The acute oral toxicity of the test item is read-across from dilithium adipate. The acute oral toxicity of dilithium adipate was determined to be in the range 300 mg/kg bw - 2000 mg/kg bw dilithium adipate.

Source and target substances are likely to dissociate after administration into metals ions and fatty acids due to the ionic bond between the metal cation and fatty acid ion being disrupted by polar aqueous media. The fatty acid component is not expected to be hazardous as it is potentially exempt from REACH under Annex V. 

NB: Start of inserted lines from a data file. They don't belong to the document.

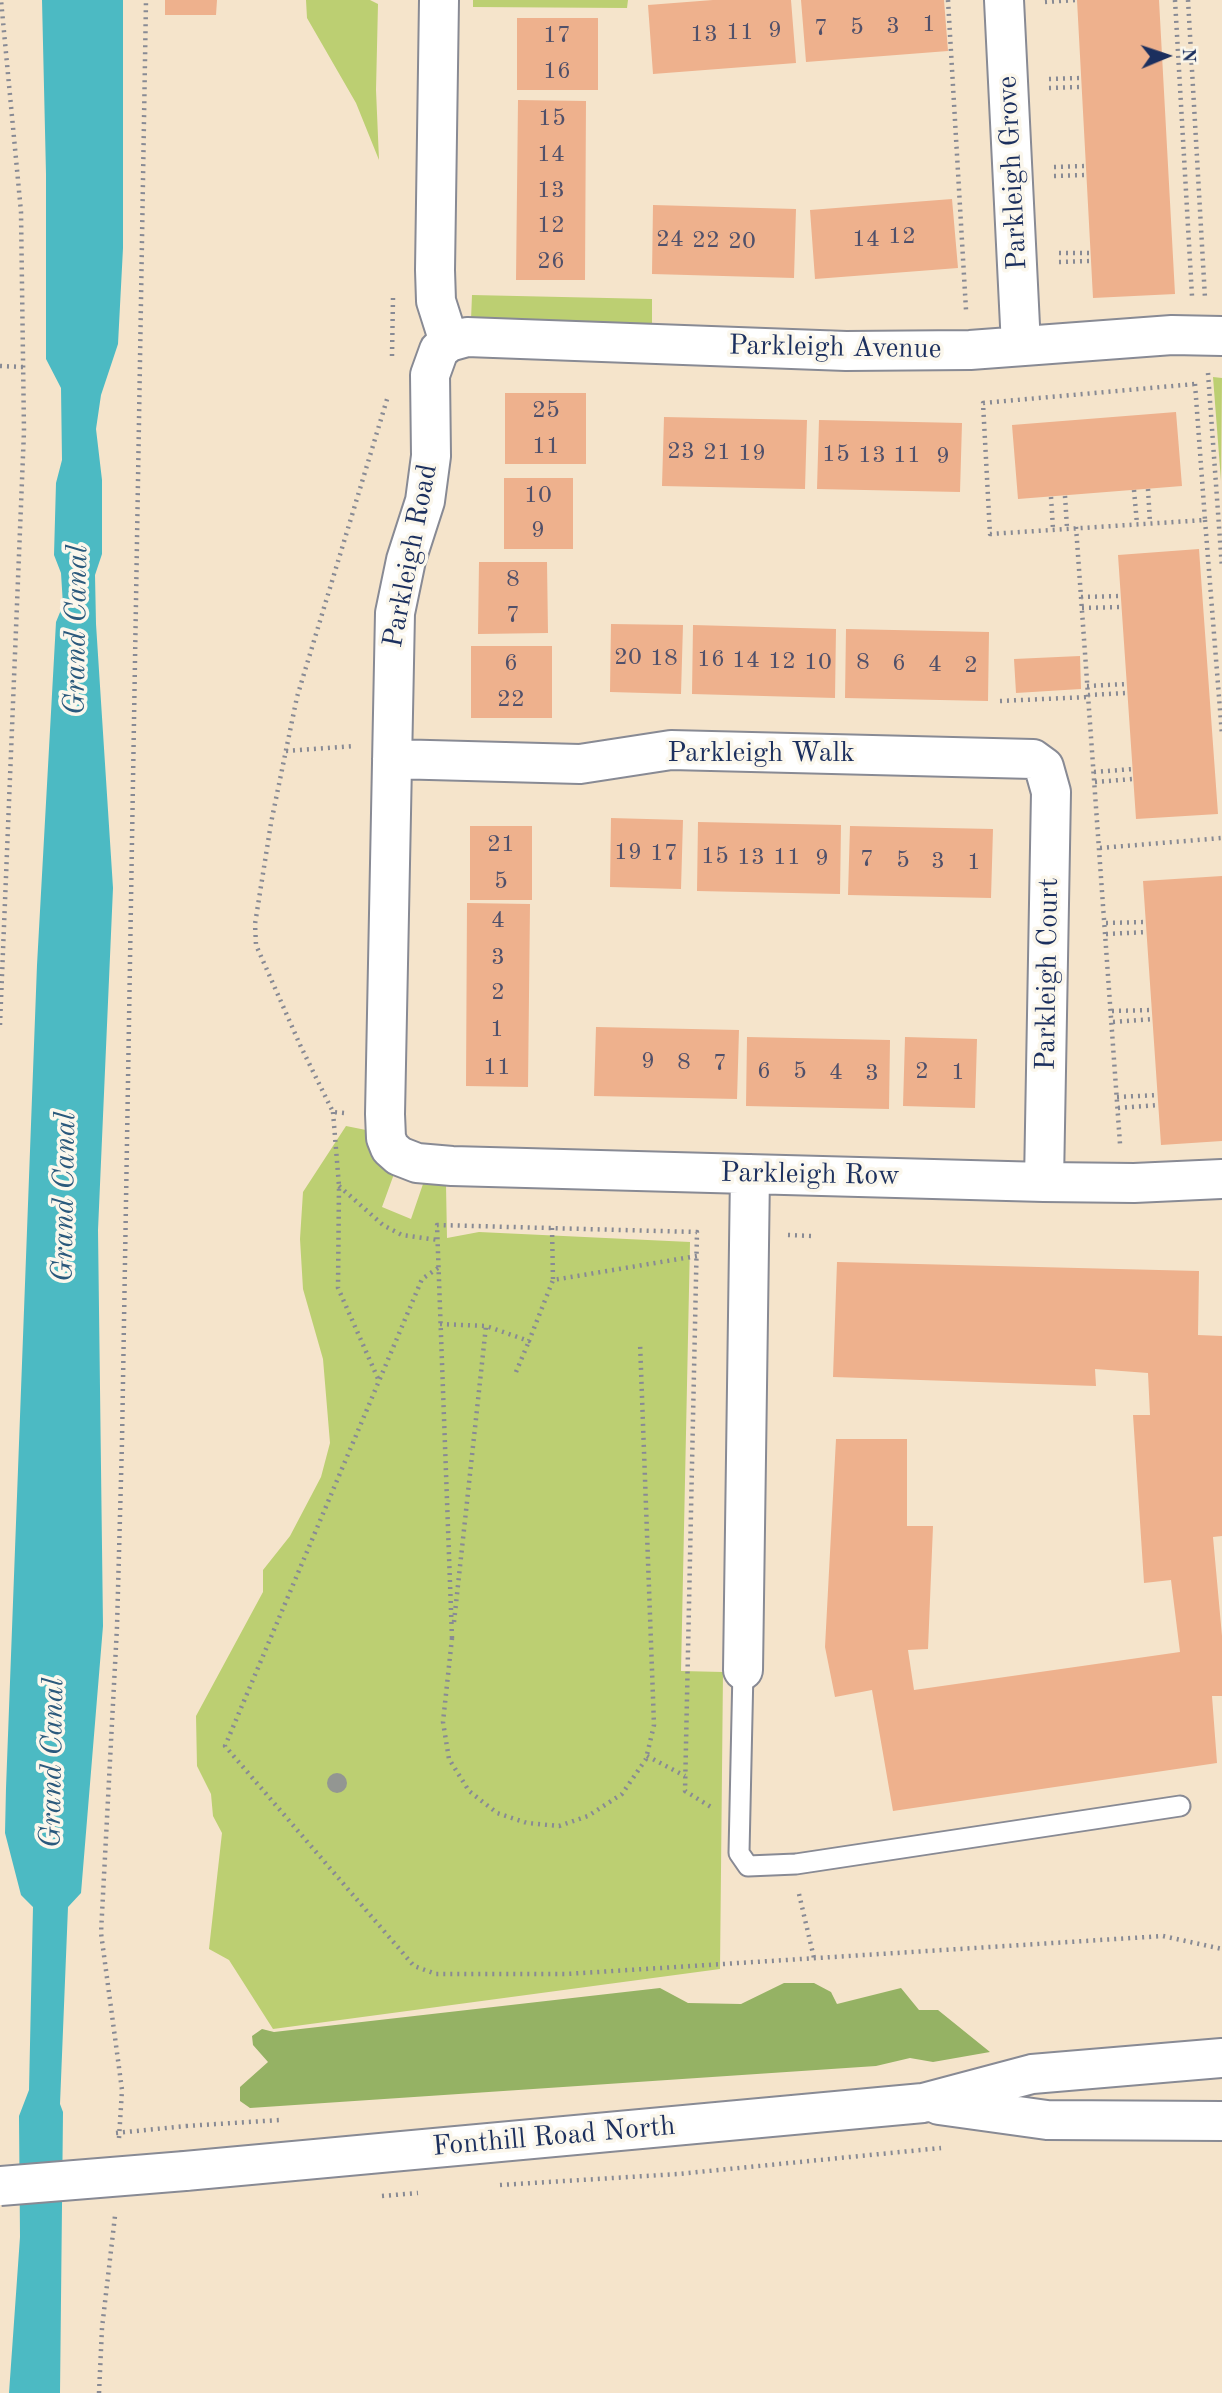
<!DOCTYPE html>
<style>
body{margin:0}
#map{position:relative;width:1222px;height:2393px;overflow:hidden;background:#f5e4cb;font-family:"Old Standard TT",serif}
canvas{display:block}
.north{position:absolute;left:1131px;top:21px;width:70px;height:70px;-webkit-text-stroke:5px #fbf7ec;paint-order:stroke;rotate:88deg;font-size:19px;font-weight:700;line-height:28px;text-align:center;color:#1b2f5e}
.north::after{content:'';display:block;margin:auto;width:24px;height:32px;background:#1b2f5e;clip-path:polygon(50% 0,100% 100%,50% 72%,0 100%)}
</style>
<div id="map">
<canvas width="1222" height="2393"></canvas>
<div class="north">N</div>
</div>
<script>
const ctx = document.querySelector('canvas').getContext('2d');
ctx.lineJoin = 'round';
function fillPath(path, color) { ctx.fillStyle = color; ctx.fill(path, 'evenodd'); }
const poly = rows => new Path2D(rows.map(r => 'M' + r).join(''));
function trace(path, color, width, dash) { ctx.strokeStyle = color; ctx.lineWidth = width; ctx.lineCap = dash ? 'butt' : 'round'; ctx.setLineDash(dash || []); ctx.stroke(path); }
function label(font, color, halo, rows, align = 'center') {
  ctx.font = font + ' "Old Standard TT",serif'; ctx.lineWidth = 7; ctx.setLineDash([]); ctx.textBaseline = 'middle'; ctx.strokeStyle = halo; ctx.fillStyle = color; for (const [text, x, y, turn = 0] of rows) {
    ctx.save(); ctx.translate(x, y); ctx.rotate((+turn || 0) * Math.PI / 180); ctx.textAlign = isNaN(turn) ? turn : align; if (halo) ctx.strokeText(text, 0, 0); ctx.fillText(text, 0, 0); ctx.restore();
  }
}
fillPath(poly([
 [306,0,370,0,378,4,376,90,379,160,356,103,307,18],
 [473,0,628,0,627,8,473,7],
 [472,295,652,299,652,324,471,320],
 [1213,377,1222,378,1221,481],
 [346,1126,366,1130,394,1174,382,1207,411,1219,423,1184,446,1185,447,1238,479,1232,690,1242,681,1671,723,1672,720,1969,273,2029,229,1960,209,1949,222,1833,213,1816,211,1794,197,1766,196,1716,263,1592,263,1570,290,1536,321,1477,330,1443,323,1359,303,1289,300,1239,303,1192]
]), '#bccf72');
fillPath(poly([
 [784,1983,814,1983,831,1992,837,2004,901,1988,919,2010,938,2010,990,2052,933,2062,910,2058,876,2066,250,2108,240,2101,240,2087,268,2062,253,2045,252,2036,262,2029,274,2032,660,1988,688,2003,741,2004]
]), '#95b264');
fillPath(poly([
 [42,0,123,0,123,248,118,344,101,395,96,429,102,480,102,554,95,575,96,624,113,888,98,1230,103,1626,81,1893,68,1907,60,2104,63,2112,60,2393,9,2393,20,2237,19,2116,29,2090,33,1907,21,1895,5,1833,6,1788,37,965,56,622,63,605,61,573,54,555,56,483,62,460,61,388,46,359,46,174]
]), '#4cbac3');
fillPath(poly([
 [165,0,217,0,216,15,165,15],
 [713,0,791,0,796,63,653,74,648,5],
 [801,0,944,0,948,51,806,62],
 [1077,0,1159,0,1175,294,1093,298],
 [517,18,598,18,598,90,517,90],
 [518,100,586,101,585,280,516,280],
 [952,199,958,268,815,279,810,210],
 [653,205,796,209,794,278,652,274],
 [505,393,586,393,586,464,505,464],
 [1176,412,1182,486,1018,499,1012,425],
 [664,417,807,420,805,489,662,486],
 [819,420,962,423,960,492,817,489],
 [504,478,573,478,573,549,504,549],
 [1199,549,1218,814,1136,819,1118,555],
 [479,562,547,562,548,633,478,634],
 [611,624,683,625,681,694,610,692],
 [693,625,836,629,835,698,692,694],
 [846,629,989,632,988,701,845,698],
 [471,646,552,646,552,718,471,718],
 [1080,656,1081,689,1016,693,1014,659],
 [611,818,683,820,681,889,610,887],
 [698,822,841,825,840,894,697,891],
 [470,826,532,826,532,900,470,900],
 [850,826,993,829,991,898,848,895],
 [1222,876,1222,1141,1161,1145,1143,881],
 [467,903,530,904,528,1087,466,1086],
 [596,1027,739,1030,737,1099,594,1096],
 [747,1037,890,1040,889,1109,746,1106],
 [905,1037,977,1039,975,1108,903,1106],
 [837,1262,1199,1271,1198,1335,1222,1336,1222,1536,1213,1537,1222,1636,1222,1696,1212,1696,1217,1763,893,1811,872,1690,835,1697,825,1647,836,1439,907,1439,907,1526,933,1526,928,1649,908,1650,914,1690,1180,1652,1171,1580,1144,1583,1133,1415,1150,1415,1148,1373,1095,1369,1096,1386,833,1377]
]), '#eeb18d');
const service = poly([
 [743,1670,739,1853,748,1866,796,1864,1180,1806]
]);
const minor = poly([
 [439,0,435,270,436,301,449,342],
 [1004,0,1021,346],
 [1222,336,1172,335,970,350,846,351,467,337,449,342,439,350,430,375,431,456,425,501,406,560,395,613,385,1114,386,1138,390,1148,399,1156,417,1163,452,1166,1044,1182,1134,1183,1222,1179],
 [392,759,580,764,671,750,1033,759,1044,767,1051,792,1044,1182],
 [743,1670,750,1174]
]);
const secondary = poly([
 [939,2105,1047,2120,1222,2121],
 [185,2171,923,2103,1032,2074,1222,2058]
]);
trace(service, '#888a94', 23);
trace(minor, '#888a94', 42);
trace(secondary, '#888a94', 42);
trace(poly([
 [948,0,966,310],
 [1175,0,1192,296],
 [1188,0,1205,298],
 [1045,2,1077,0],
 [1049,79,1081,78],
 [1049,88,1081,87],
 [1054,167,1086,166],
 [1054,176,1086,175],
 [1059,253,1090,253],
 [1059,262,1091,261],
 [392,356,393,298],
 [0,366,23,367],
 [1208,373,1222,568],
 [1195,384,1205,520,990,534,983,403,1195,384],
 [1148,489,1150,523],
 [1134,490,1137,524],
 [1065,496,1067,528],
 [1051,497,1053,529],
 [1205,520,1222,735],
 [1076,527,1120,1144],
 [1081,597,1121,596],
 [1082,608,1122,607],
 [1087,686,1127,684],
 [1088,695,1127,693],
 [1000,701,1088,697],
 [286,751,355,746],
 [1094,772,1133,769],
 [1095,782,1133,779],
 [1100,848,1222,838],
 [1106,923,1146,922],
 [1106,934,1147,932],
 [1112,1011,1152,1010],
 [1113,1022,1153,1019],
 [0,1025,24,431,21,212,1,0],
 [1117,1097,1158,1095],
 [1118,1108,1159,1105],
 [333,1112,339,1186,338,1288,379,1381],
 [344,1113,333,1112,301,1047,256,945,255,924,271,823,297,697,388,396],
 [339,1186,383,1225,402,1235,438,1240],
 [552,1228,553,1280],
 [788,1235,812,1236],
 [438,1268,422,1279,225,1746,414,1966,436,1974,566,1974,1163,1936,1222,1949],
 [440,1324,486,1326,529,1341,553,1280,697,1256],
 [516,1372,529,1341],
 [454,1622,486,1326],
 [452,1638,437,1225,697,1232,685,1791,711,1807],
 [452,1638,443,1722,449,1759,469,1791,497,1813,527,1823,559,1826,588,1816,622,1794,646,1759,654,1725,640,1342],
 [647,1756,685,1776],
 [799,1894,814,1958],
 [186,2126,280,2120],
 [119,2138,122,2090,101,1933,117,1627,122,1442,146,0],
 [500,2185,678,2174,941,2148],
 [382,2196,418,2193],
 [99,2393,102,2328,115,2216]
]), '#888a94', 4.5, [2, 5]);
trace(service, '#fff', 19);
trace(minor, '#fff', 38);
trace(secondary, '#fff', 38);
const secondaryBridge = poly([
 [0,2186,185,2171]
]);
trace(secondaryBridge, '#888a94', 42, []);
trace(poly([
 [116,2133,186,2126]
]), '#888a94', 4.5, [2, 5]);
trace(secondaryBridge, '#fff', 38);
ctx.fillStyle = '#939692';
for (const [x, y] of [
 [337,1783]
]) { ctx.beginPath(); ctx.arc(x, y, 10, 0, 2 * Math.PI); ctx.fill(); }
label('24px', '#50506a', null, [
 ["1",929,25],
 ["3",893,27],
 ["5",857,28],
 ["7",821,29],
 ["9",775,31],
 ["11",740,33],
 ["13",704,35],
 ["17",557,36],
 ["16",557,72],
 ["15",552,119],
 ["14",551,155],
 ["13",551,191],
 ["12",551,226],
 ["12",902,237],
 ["24",670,240],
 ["14",866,240],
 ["22",706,241],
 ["20",742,242],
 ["26",551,262],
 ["25",546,411],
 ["11",546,447],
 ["23",681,452],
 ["21",717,453],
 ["19",752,454],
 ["15",836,455],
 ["13",872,456],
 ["11",907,456],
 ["9",943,457],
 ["10",538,496],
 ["9",538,531],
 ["8",513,580],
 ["7",513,616],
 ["20",628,658],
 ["18",664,659],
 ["16",711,660],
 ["14",746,661],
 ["12",782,662],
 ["10",818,663],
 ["8",863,663],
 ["6",511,664],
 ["6",899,664],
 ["4",935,665],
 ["2",971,666],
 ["22",511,700],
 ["21",501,845],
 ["19",628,853],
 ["17",664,854],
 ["15",715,857],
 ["13",751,858],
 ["11",787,858],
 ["9",822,859],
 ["7",867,860],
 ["5",903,861],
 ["3",938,862],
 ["1",974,863],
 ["5",501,882],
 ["4",498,921],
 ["3",498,958],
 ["2",498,993],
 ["1",497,1030],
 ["9",648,1062],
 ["8",684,1063],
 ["7",720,1064],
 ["11",497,1068],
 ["6",764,1072],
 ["5",800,1072],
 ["2",922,1072],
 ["4",836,1073],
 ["1",958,1073],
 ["3",872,1074]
]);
label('28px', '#1b2f5e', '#fbf7ec', [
 ["Parkleigh Grove",1013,173,-93],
 ["Parkleigh Avenue",835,348,1],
 ["Parkleigh Road",411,556,-79],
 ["Parkleigh Walk",761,754],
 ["Parkleigh Court",1048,974,-89],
 ["Parkleigh Row",810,1175,1],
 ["Fonthill Road North",554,2137,-5]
]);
label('italic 30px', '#2a597c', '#fbf7ec', [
 ["Grand Canal",77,630,-89],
 ["Grand Canal",65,1197,-89],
 ["Grand Canal",53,1763,-89]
]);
</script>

The main difference between source and target substances is the cation and therefore test organisms would be exposed to either calcium from the target substance or lithium from the source substance. For acute oral toxicity the source substance is considered to be more toxic compared to the target, as lithium is classified for acute toxicity. The Science Committee for Food (SCF) have issued an opinion on the tolerable daily intake for calcium (2003), in which the upper tolerable daily intake of calcium from all sources for adults is 2500 mg/kg b.w/day; this is significantly higher than acute oral toxicity LD50 value reported for the source substance (300 – 2000 mg/kg). A published LD50 value for octanoic acid, the organic component of the target substance, is reported as 10080 mg/kg with a 95 % confidence interval of 8190 to 12370 mg/kg (Jenner et al. 1964). Therefore, calcium dioctanoate is likely to be less toxic than dilithium adipate and the toxicity seen in studies with lithium adipate is considered to be related to the lithium cation, not the fatty acid component. Read across from this substance for acute oral toxicity needs to be assessed taking into account that lithium is driving the toxicity, and therefore although data for this endpoint is read across from dilithium adipate it is used in combination with published information on calcium and fatty acids and the acute oral classification (Category 4) that is assigned to lithium adipate is not considered to be relevant for calcium dioctanoate.